### Input for this task

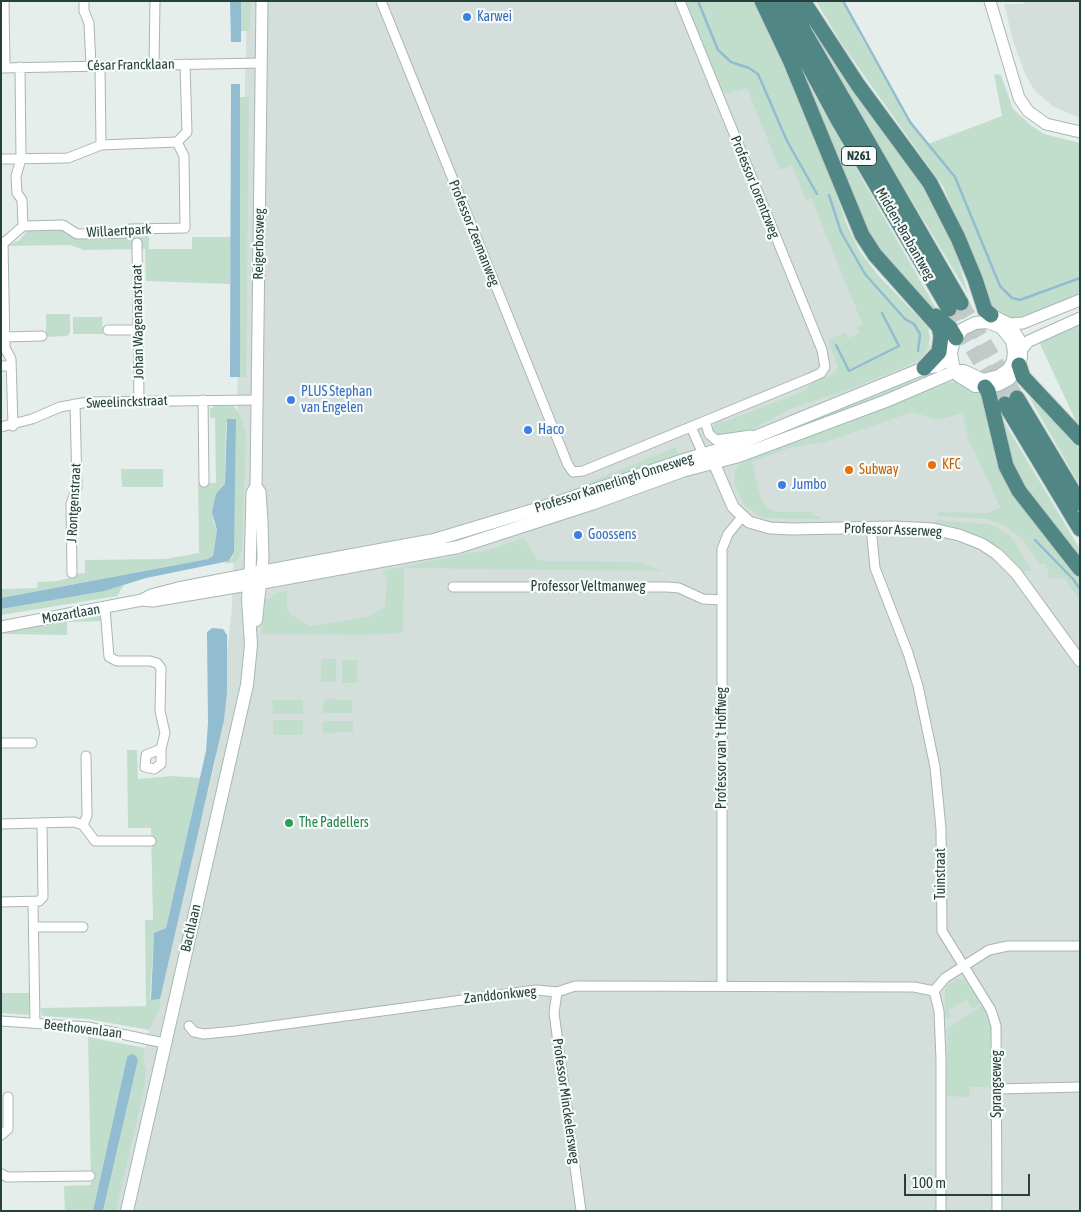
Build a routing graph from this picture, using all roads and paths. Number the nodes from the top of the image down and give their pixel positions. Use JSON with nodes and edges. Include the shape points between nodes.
{"nodes":[{"id":1,"x":4,"y":1,"type":"edge"},
{"id":2,"x":84,"y":1,"type":"edge"},
{"id":3,"x":155,"y":1,"type":"edge"},
{"id":4,"x":262,"y":1,"type":"edge"},
{"id":5,"x":381,"y":1,"type":"edge"},
{"id":6,"x":680,"y":1,"type":"edge"},
{"id":7,"x":762,"y":1,"type":"edge"},
{"id":8,"x":774,"y":1,"type":"edge"},
{"id":9,"x":790,"y":1,"type":"edge"},
{"id":10,"x":803,"y":1,"type":"edge"},
{"id":11,"x":990,"y":1,"type":"edge"},
{"id":12,"x":261,"y":63,"type":"junction"},
{"id":13,"x":185,"y":64,"type":"junction"},
{"id":14,"x":154,"y":65,"type":"junction"},
{"id":15,"x":91,"y":66,"type":"junction"},
{"id":16,"x":100,"y":66,"type":"junction"},
{"id":17,"x":20,"y":67,"type":"junction"},
{"id":18,"x":3,"y":68,"type":"edge"},
{"id":19,"x":1080,"y":132,"type":"edge"},
{"id":20,"x":177,"y":142,"type":"junction"},
{"id":21,"x":101,"y":145,"type":"junction"},
{"id":22,"x":1,"y":159,"type":"edge"},
{"id":23,"x":21,"y":159,"type":"junction"},
{"id":24,"x":23,"y":226,"type":"junction"},
{"id":25,"x":2,"y":242,"type":"edge"},
{"id":26,"x":137,"y":243,"type":"dead end"},
{"id":27,"x":1080,"y":300,"type":"edge"},
{"id":28,"x":921,"y":305,"type":"junction"},
{"id":29,"x":1080,"y":318,"type":"edge"},
{"id":30,"x":989,"y":319,"type":"junction"},
{"id":31,"x":1010,"y":329,"type":"junction"},
{"id":32,"x":108,"y":330,"type":"dead end"},
{"id":33,"x":138,"y":330,"type":"junction"},
{"id":34,"x":42,"y":336,"type":"dead end"},
{"id":35,"x":4,"y":337,"type":"junction"},
{"id":36,"x":956,"y":338,"type":"junction"},
{"id":37,"x":1022,"y":349,"type":"junction"},
{"id":38,"x":951,"y":353,"type":"junction"},
{"id":39,"x":1,"y":366,"type":"edge"},
{"id":40,"x":11,"y":366,"type":"junction"},
{"id":41,"x":924,"y":368,"type":"junction"},
{"id":42,"x":1014,"y":368,"type":"junction"},
{"id":43,"x":959,"y":375,"type":"junction"},
{"id":44,"x":985,"y":387,"type":"junction"},
{"id":45,"x":203,"y":400,"type":"junction"},
{"id":46,"x":257,"y":400,"type":"junction"},
{"id":47,"x":139,"y":401,"type":"junction"},
{"id":48,"x":75,"y":404,"type":"junction"},
{"id":49,"x":704,"y":422,"type":"junction"},
{"id":50,"x":12,"y":426,"type":"junction"},
{"id":51,"x":1,"y":427,"type":"edge"},
{"id":52,"x":691,"y":427,"type":"junction"},
{"id":53,"x":761,"y":433,"type":"junction"},
{"id":54,"x":1080,"y":438,"type":"edge"},
{"id":55,"x":718,"y":450,"type":"junction"},
{"id":56,"x":702,"y":454,"type":"junction"},
{"id":57,"x":714,"y":463,"type":"junction"},
{"id":58,"x":204,"y":482,"type":"dead end"},
{"id":59,"x":1080,"y":503,"type":"edge"},
{"id":60,"x":742,"y":518,"type":"junction"},
{"id":61,"x":872,"y":527,"type":"junction"},
{"id":62,"x":1080,"y":529,"type":"edge"},
{"id":63,"x":1080,"y":569,"type":"edge"},
{"id":64,"x":72,"y":573,"type":"dead end"},
{"id":65,"x":255,"y":579,"type":"junction"},
{"id":66,"x":453,"y":586,"type":"dead end"},
{"id":67,"x":721,"y":600,"type":"junction"},
{"id":68,"x":105,"y":608,"type":"junction"},
{"id":69,"x":1,"y":626,"type":"edge"},
{"id":70,"x":1080,"y":661,"type":"edge"},
{"id":71,"x":1,"y":743,"type":"edge"},
{"id":72,"x":32,"y":743,"type":"dead end"},
{"id":73,"x":161,"y":748,"type":"dead end"},
{"id":74,"x":86,"y":756,"type":"dead end"},
{"id":75,"x":42,"y":823,"type":"junction"},
{"id":76,"x":1,"y":824,"type":"edge"},
{"id":77,"x":83,"y":825,"type":"junction"},
{"id":78,"x":150,"y":841,"type":"dead end"},
{"id":79,"x":1,"y":902,"type":"edge"},
{"id":80,"x":36,"y":902,"type":"junction"},
{"id":81,"x":34,"y":927,"type":"junction"},
{"id":82,"x":83,"y":927,"type":"dead end"},
{"id":83,"x":1080,"y":946,"type":"edge"},
{"id":84,"x":963,"y":966,"type":"junction"},
{"id":85,"x":722,"y":986,"type":"junction"},
{"id":86,"x":934,"y":991,"type":"junction"},
{"id":87,"x":558,"y":992,"type":"junction"},
{"id":88,"x":1,"y":1020,"type":"edge"},
{"id":89,"x":35,"y":1023,"type":"junction"},
{"id":90,"x":189,"y":1026,"type":"dead end"},
{"id":91,"x":164,"y":1043,"type":"junction"},
{"id":92,"x":1080,"y":1087,"type":"edge"},
{"id":93,"x":997,"y":1089,"type":"junction"},
{"id":94,"x":8,"y":1097,"type":"dead end"},
{"id":95,"x":1,"y":1135,"type":"edge"},
{"id":96,"x":1,"y":1174,"type":"edge"},
{"id":97,"x":90,"y":1176,"type":"dead end"},
{"id":98,"x":127,"y":1211,"type":"edge"},
{"id":99,"x":581,"y":1211,"type":"edge"},
{"id":100,"x":941,"y":1211,"type":"edge"},
{"id":101,"x":997,"y":1211,"type":"edge"}],
"edges":[{"from":1,"to":18,"type":"street"},
{"from":2,"to":15,"type":"street","via":[[89,23]]},
{"from":3,"to":14,"type":"street"},
{"from":4,"to":12,"type":"street","name":"Reigerbosweg"},
{"from":5,"to":52,"type":"street","name":"Professor Zeemanweg","via":[[573,472],[583,471]]},
{"from":6,"to":49,"type":"street","name":"Professor Lorentzweg","via":[[822,350],[825,367],[821,373]]},
{"from":7,"to":28,"type":"highway","number":"N261","via":[[790,60],[862,235],[875,255]]},
{"from":8,"to":9,"type":"highway","name":"Midden-Brabantweg","number":"N261","via":[[838,120],[955,306]]},
{"from":10,"to":30,"type":"highway","via":[[858,85],[930,183],[958,238]]},
{"from":11,"to":19,"type":"street","via":[[1017,88],[1035,108],[1058,125]]},
{"from":12,"to":13,"type":"street","name":"César Francklaan"},
{"from":12,"to":46,"type":"street","name":"Reigerbosweg"},
{"from":13,"to":14,"type":"street","name":"César Francklaan"},
{"from":13,"to":20,"type":"street","via":[[186,132]]},
{"from":14,"to":16,"type":"street","name":"César Francklaan"},
{"from":15,"to":16,"type":"street","name":"César Francklaan"},
{"from":15,"to":17,"type":"street","name":"César Francklaan"},
{"from":16,"to":21,"type":"street"},
{"from":17,"to":18,"type":"street","name":"César Francklaan"},
{"from":17,"to":23,"type":"street"},
{"from":20,"to":21,"type":"street"},
{"from":20,"to":24,"type":"street","name":"Willaertpark","via":[[184,156],[185,228],[77,234],[63,225]]},
{"from":21,"to":23,"type":"street","via":[[68,158]]},
{"from":22,"to":23,"type":"street"},
{"from":23,"to":24,"type":"street","via":[[16,176],[17,193],[22,200]]},
{"from":24,"to":25,"type":"street"},
{"from":25,"to":35,"type":"street"},
{"from":26,"to":33,"type":"street","name":"Johan Wagenaarstraat"},
{"from":27,"to":31,"type":"street","via":[[1056,314]]},
{"from":28,"to":36,"type":"highway","number":"N261","via":[[950,328]]},
{"from":28,"to":41,"type":"highway","number":"N261","via":[[937,324],[941,336],[939,352]]},
{"from":29,"to":37,"type":"street","via":[[1029,341]]},
{"from":30,"to":31,"type":"main road"},
{"from":30,"to":36,"type":"main road","via":[[970,324]]},
{"from":31,"to":37,"type":"main road"},
{"from":31,"to":42,"type":"main road"},
{"from":32,"to":33,"type":"street"},
{"from":33,"to":47,"type":"street","name":"Johan Wagenaarstraat"},
{"from":34,"to":35,"type":"street"},
{"from":35,"to":40,"type":"street"},
{"from":36,"to":38,"type":"main road"},
{"from":37,"to":42,"type":"main road"},
{"from":38,"to":41,"type":"main road","name":"Professor Kamerlingh Onnesweg","via":[[948,360]]},
{"from":38,"to":43,"type":"main road"},
{"from":39,"to":40,"type":"street"},
{"from":40,"to":50,"type":"street"},
{"from":41,"to":53,"type":"main road","name":"Professor Kamerlingh Onnesweg"},
{"from":42,"to":43,"type":"main road","via":[[988,380]]},
{"from":42,"to":44,"type":"main road","via":[[1002,383]]},
{"from":42,"to":54,"type":"highway"},
{"from":43,"to":44,"type":"main road","via":[[975,386]]},
{"from":43,"to":57,"type":"main road","name":"Professor Kamerlingh Onnesweg"},
{"from":44,"to":63,"type":"highway","via":[[1006,466],[1019,491]]},
{"from":45,"to":46,"type":"street","name":"Sweelinckstraat"},
{"from":45,"to":47,"type":"street","name":"Sweelinckstraat"},
{"from":45,"to":58,"type":"street"},
{"from":46,"to":65,"type":"street","name":"Reigerbosweg","via":[[256,486],[252,493]]},
{"from":47,"to":48,"type":"street","name":"Sweelinckstraat"},
{"from":48,"to":50,"type":"street","name":"Sweelinckstraat"},
{"from":48,"to":64,"type":"street","name":"J Rontgenstraat","via":[[77,487],[71,504]]},
{"from":49,"to":52,"type":"street"},
{"from":49,"to":53,"type":"street","via":[[716,440]]},
{"from":50,"to":51,"type":"street","name":"Sweelinckstraat"},
{"from":52,"to":56,"type":"street"},
{"from":53,"to":55,"type":"main road","name":"Professor Kamerlingh Onnesweg"},
{"from":55,"to":56,"type":"main road","name":"Professor Kamerlingh Onnesweg"},
{"from":55,"to":57,"type":"street"},
{"from":56,"to":57,"type":"street"},
{"from":56,"to":65,"type":"main road","name":"Professor Kamerlingh Onnesweg","via":[[434,540]]},
{"from":57,"to":60,"type":"street","via":[[733,507]]},
{"from":57,"to":65,"type":"main road","name":"Professor Kamerlingh Onnesweg","via":[[682,470],[594,503],[458,547]]},
{"from":59,"to":62,"type":"highway","via":[[1011,401]]},
{"from":60,"to":61,"type":"street","name":"Professor Asserweg","via":[[770,528]]},
{"from":60,"to":67,"type":"street","name":"Professor van 't Hoffweg","via":[[723,542]]},
{"from":61,"to":70,"type":"street","name":"Professor Asserweg","via":[[946,531],[991,550],[1016,573]]},
{"from":61,"to":84,"type":"street","name":"Tuinstraat","via":[[875,568],[908,653],[928,726],[939,801],[942,931]]},
{"from":65,"to":68,"type":"street","name":"Mozartlaan"},
{"from":65,"to":91,"type":"main road","name":"Bachlaan","via":[[251,645],[242,704]]},
{"from":66,"to":67,"type":"street","name":"Professor Veltmanweg","via":[[667,587],[679,588],[703,599]]},
{"from":67,"to":85,"type":"street","name":"Professor van 't Hoffweg"},
{"from":68,"to":69,"type":"street","name":"Mozartlaan"},
{"from":68,"to":73,"type":"street","via":[[109,657],[117,661],[150,661],[161,668],[160,711],[165,733]]},
{"from":71,"to":72,"type":"street"},
{"from":74,"to":77,"type":"street","via":[[87,816]]},
{"from":75,"to":76,"type":"street"},
{"from":75,"to":77,"type":"street","via":[[74,822]]},
{"from":75,"to":80,"type":"street","via":[[43,897]]},
{"from":77,"to":78,"type":"street","via":[[95,841]]},
{"from":79,"to":80,"type":"street"},
{"from":80,"to":81,"type":"street"},
{"from":81,"to":82,"type":"street"},
{"from":81,"to":89,"type":"street"},
{"from":83,"to":84,"type":"street","via":[[1001,946]]},
{"from":84,"to":86,"type":"street","via":[[945,978]]},
{"from":84,"to":93,"type":"street","name":"Sprangseweg","via":[[995,1019]]},
{"from":85,"to":86,"type":"street","name":"Zanddonkweg","via":[[914,987]]},
{"from":85,"to":87,"type":"street","name":"Zanddonkweg","via":[[575,986]]},
{"from":86,"to":100,"type":"street","via":[[939,1011],[940,1042]]},
{"from":87,"to":90,"type":"street","name":"Zanddonkweg","via":[[536,990],[227,1032],[204,1034],[194,1032]]},
{"from":87,"to":99,"type":"street","name":"Professor Minckelersweg","via":[[554,1013]]},
{"from":88,"to":89,"type":"street","name":"Beethovenlaan"},
{"from":89,"to":91,"type":"street","name":"Beethovenlaan","via":[[107,1030]]},
{"from":91,"to":98,"type":"main road","name":"Bachlaan"},
{"from":92,"to":93,"type":"street"},
{"from":93,"to":101,"type":"street","name":"Sprangseweg"},
{"from":94,"to":95,"type":"street","via":[[8,1130]]},
{"from":96,"to":97,"type":"street","via":[[7,1177]]}]}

### Task statement
Check the entries above line by line and return each one containing the word "Wagenaarstraat".

### Answer to this problem
{"from":26,"to":33,"type":"street","name":"Johan Wagenaarstraat"},
{"from":33,"to":47,"type":"street","name":"Johan Wagenaarstraat"},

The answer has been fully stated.